**Problem details:**
Please return all lines from the records below that include the string "main".

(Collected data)
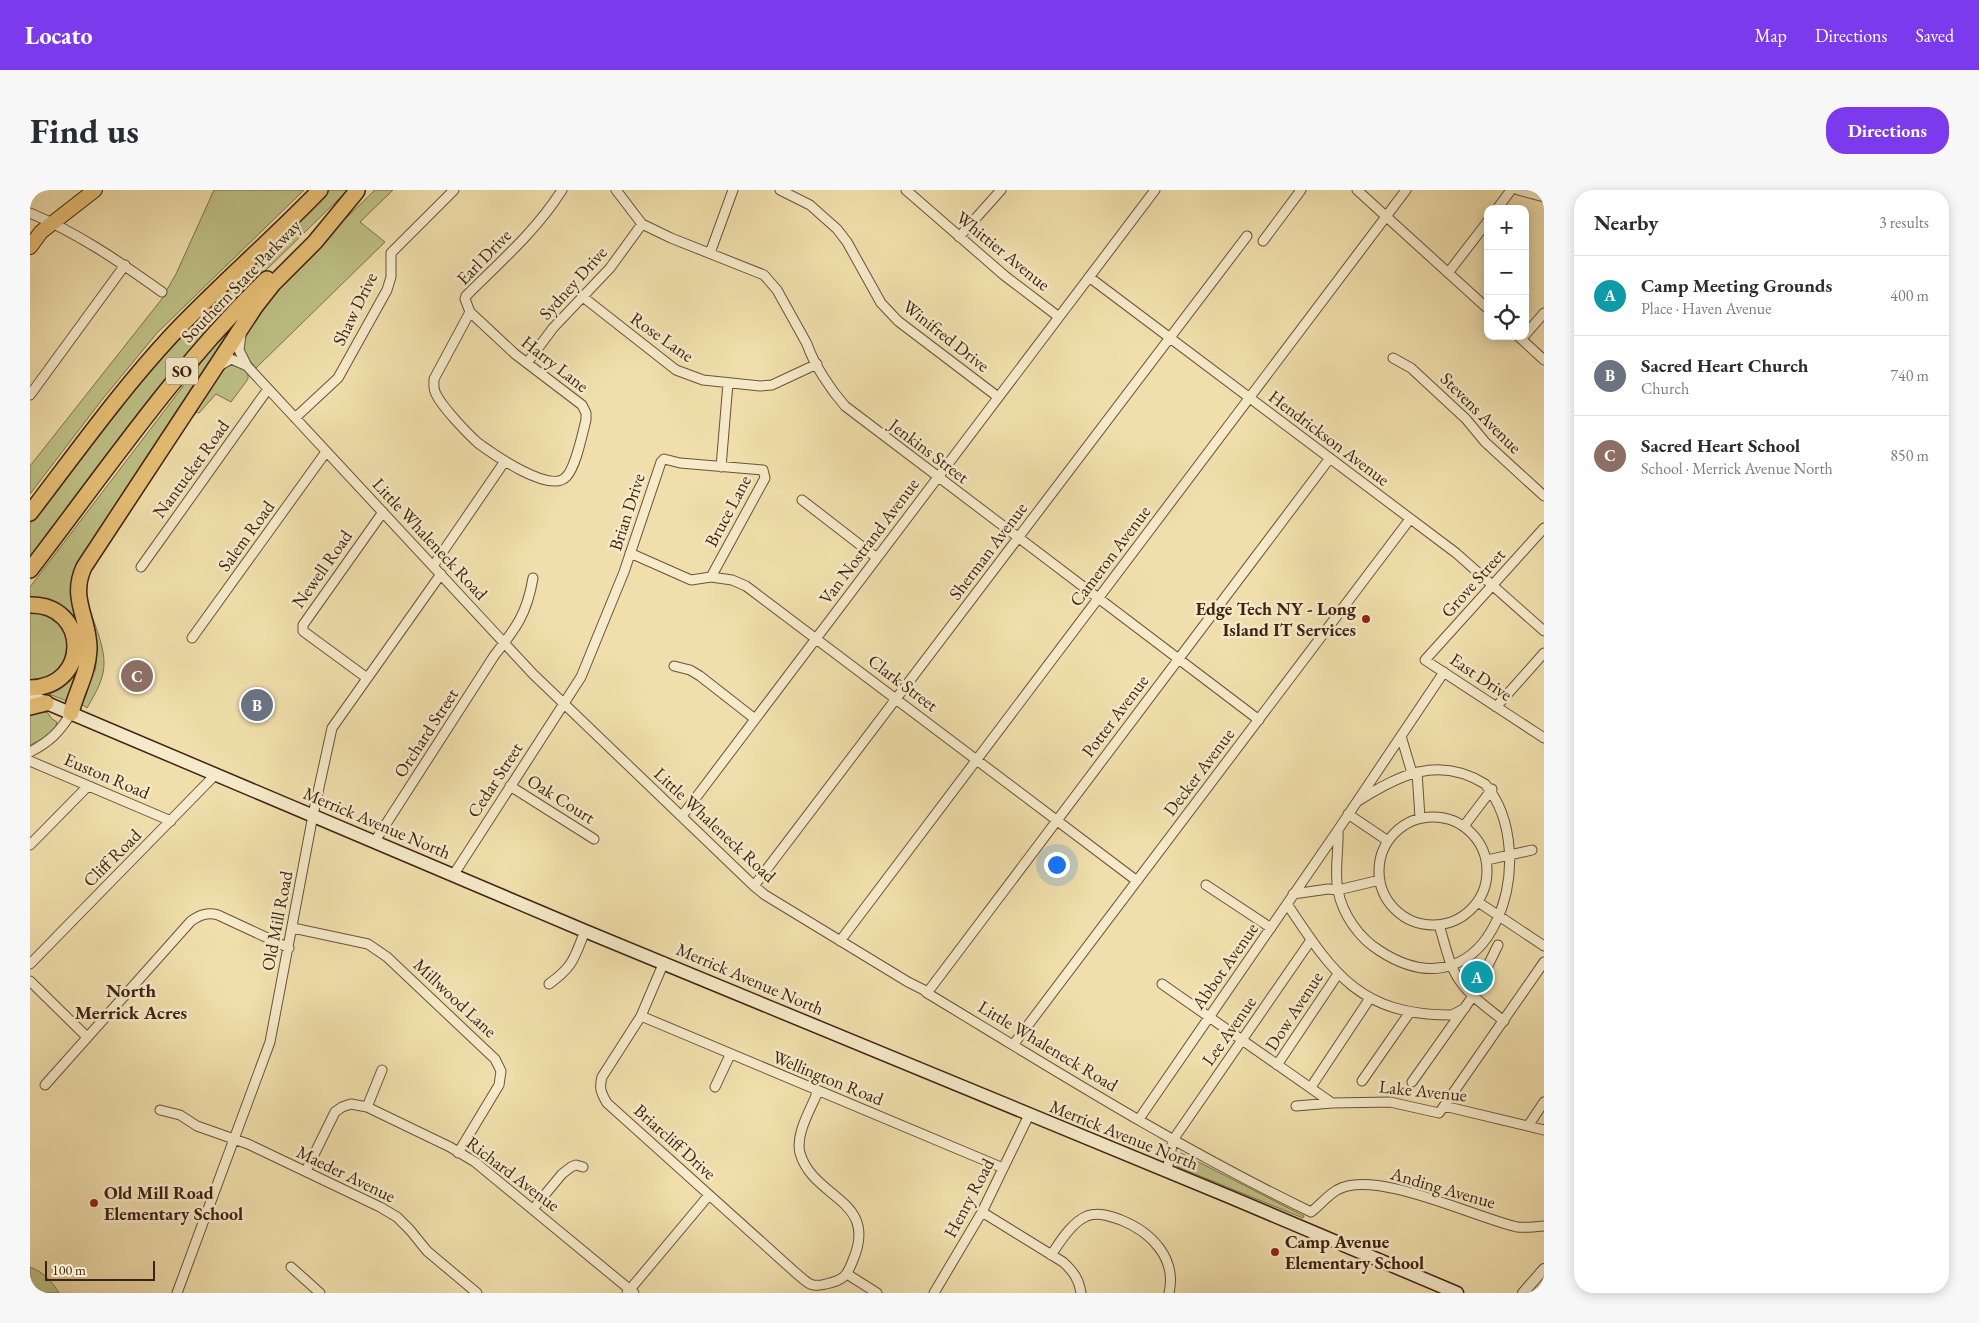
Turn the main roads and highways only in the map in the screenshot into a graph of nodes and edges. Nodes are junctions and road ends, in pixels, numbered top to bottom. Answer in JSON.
{"nodes":[{"id":1,"x":95,"y":190,"type":"edge"},
{"id":2,"x":320,"y":190,"type":"edge"},
{"id":3,"x":357,"y":190,"type":"edge"},
{"id":4,"x":30,"y":246,"type":"edge"},
{"id":5,"x":124,"y":390,"type":"junction"},
{"id":6,"x":30,"y":498,"type":"edge"},
{"id":7,"x":30,"y":514,"type":"edge"},
{"id":8,"x":30,"y":570,"type":"edge"},
{"id":9,"x":30,"y":605,"type":"edge"},
{"id":10,"x":30,"y":688,"type":"edge"},
{"id":11,"x":30,"y":696,"type":"edge"},
{"id":12,"x":46,"y":703,"type":"junction"},
{"id":13,"x":30,"y":707,"type":"edge"},
{"id":14,"x":71,"y":714,"type":"junction"},
{"id":15,"x":1457,"y":1293,"type":"edge"}],
"edges":[{"from":1,"to":4,"type":"main road"},
{"from":2,"to":5,"type":"highway","name":"Southern State Parkway","number":"SO"},
{"from":3,"to":8,"type":"highway","name":"Southern State Parkway","number":"SO"},
{"from":3,"to":14,"type":"highway"},
{"from":5,"to":6,"type":"highway"},
{"from":5,"to":7,"type":"highway","name":"Southern State Parkway","number":"SO"},
{"from":9,"to":10,"type":"highway"},
{"from":11,"to":12,"type":"main road","name":"Merrick Avenue North"},
{"from":12,"to":13,"type":"highway"},
{"from":12,"to":14,"type":"main road","name":"Merrick Avenue North"},
{"from":14,"to":15,"type":"main road","name":"Merrick Avenue North"}]}
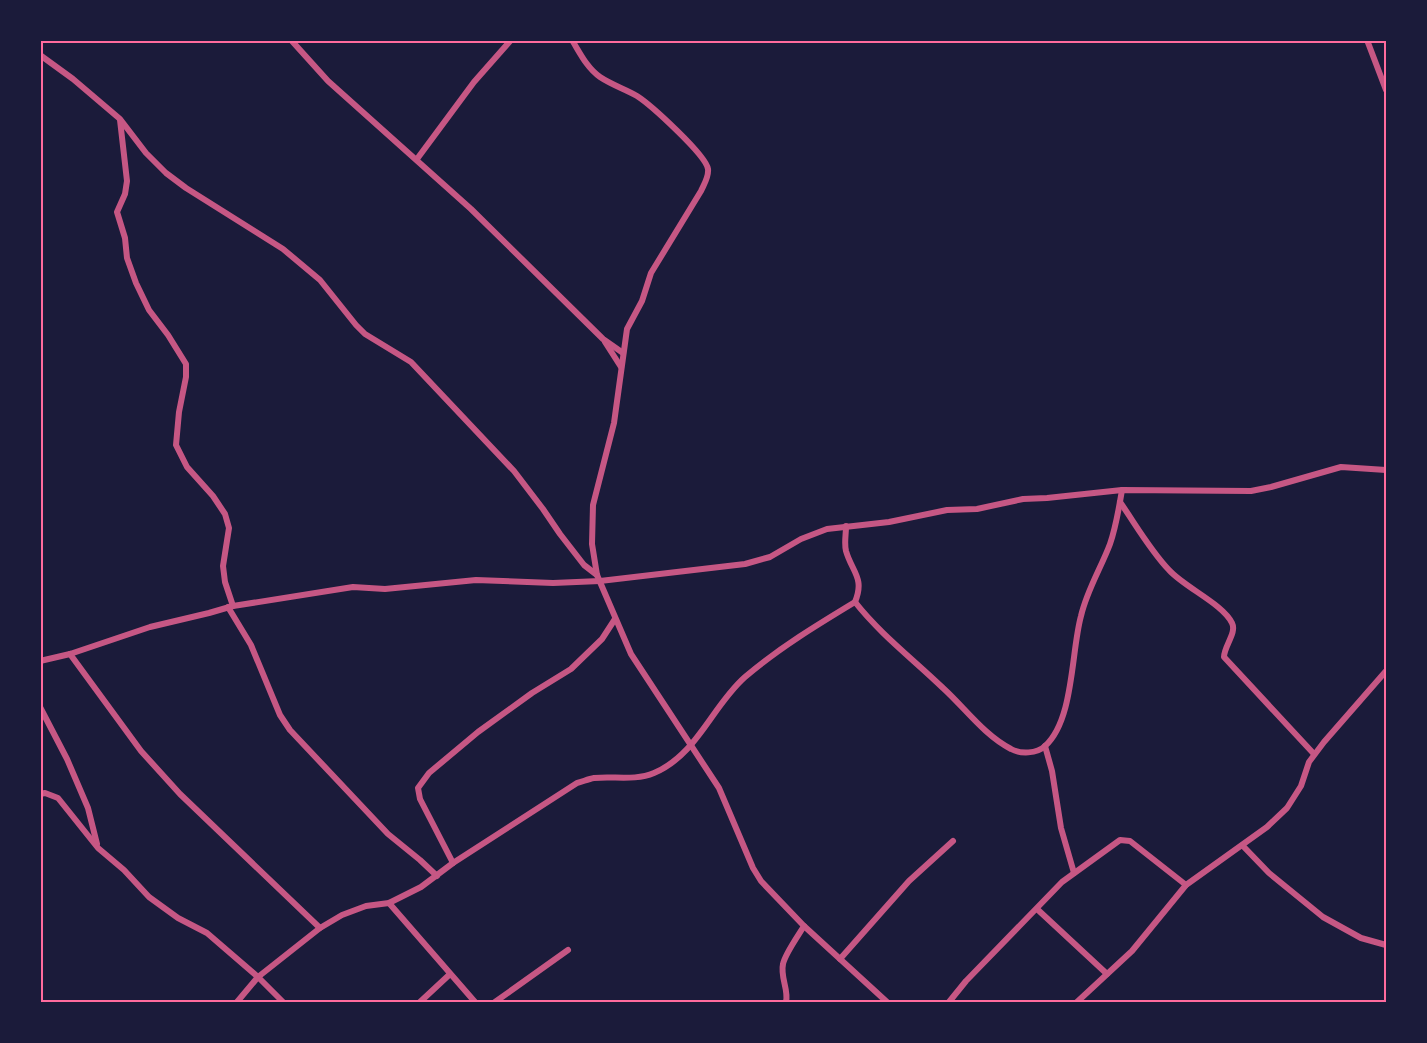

**Written answer:**
Turn the main roads and highways only in the map in the screenshot into a graph of nodes and edges. Nodes are junctions and road ends, in pixels, numbered top to bottom. Answer in JSON.
"edges":[{"from":1,"to":4,"type":"main road"},
{"from":11,"to":12,"type":"main road","name":"Merrick Avenue North"},
{"from":12,"to":14,"type":"main road","name":"Merrick Avenue North"},
{"from":14,"to":15,"type":"main road","name":"Merrick Avenue North"}]}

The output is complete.